** Raw data follows **

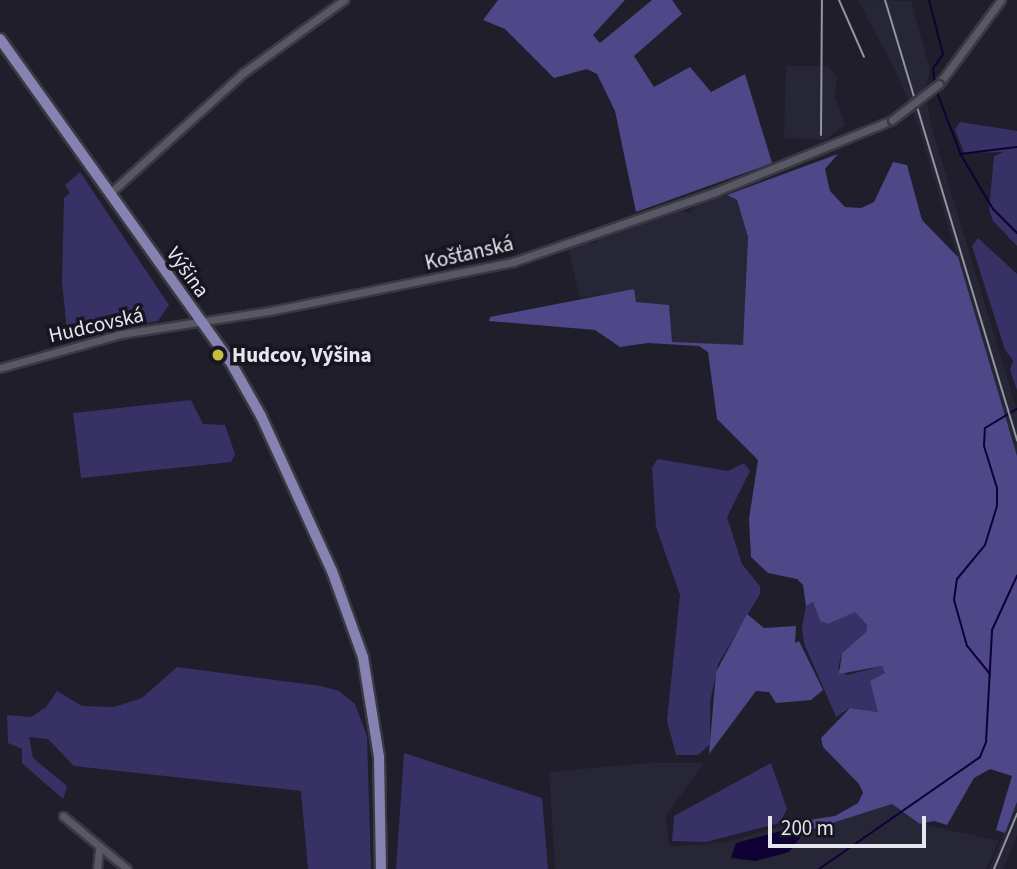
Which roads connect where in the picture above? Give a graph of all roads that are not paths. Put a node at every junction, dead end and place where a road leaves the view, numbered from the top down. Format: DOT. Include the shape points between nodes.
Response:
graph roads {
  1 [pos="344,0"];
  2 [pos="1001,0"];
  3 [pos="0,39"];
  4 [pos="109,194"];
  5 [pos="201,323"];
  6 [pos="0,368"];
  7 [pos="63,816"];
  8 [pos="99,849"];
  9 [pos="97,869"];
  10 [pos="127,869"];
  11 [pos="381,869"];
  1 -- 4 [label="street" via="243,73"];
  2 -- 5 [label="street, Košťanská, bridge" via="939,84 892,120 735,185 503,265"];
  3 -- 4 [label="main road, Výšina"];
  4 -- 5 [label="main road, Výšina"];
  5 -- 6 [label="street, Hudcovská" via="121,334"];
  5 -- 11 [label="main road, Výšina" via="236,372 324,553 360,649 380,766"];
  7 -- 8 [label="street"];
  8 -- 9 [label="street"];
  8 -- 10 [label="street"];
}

** End of Raw data **

■ What you need to do
Output every record above word for word, omitting any pictures they contain.

■ Result below
Which roads connect where in the picture above? Give a graph of all roads that are not paths. Put a node at every junction, dead end and place where a road leaves the view, numbered from the top down. Format: DOT. Include the shape points between nodes.
Response:
graph roads {
  1 [pos="344,0"];
  2 [pos="1001,0"];
  3 [pos="0,39"];
  4 [pos="109,194"];
  5 [pos="201,323"];
  6 [pos="0,368"];
  7 [pos="63,816"];
  8 [pos="99,849"];
  9 [pos="97,869"];
  10 [pos="127,869"];
  11 [pos="381,869"];
  1 -- 4 [label="street" via="243,73"];
  2 -- 5 [label="street, Košťanská, bridge" via="939,84 892,120 735,185 503,265"];
  3 -- 4 [label="main road, Výšina"];
  4 -- 5 [label="main road, Výšina"];
  5 -- 6 [label="street, Hudcovská" via="121,334"];
  5 -- 11 [label="main road, Výšina" via="236,372 324,553 360,649 380,766"];
  7 -- 8 [label="street"];
  8 -- 9 [label="street"];
  8 -- 10 [label="street"];
}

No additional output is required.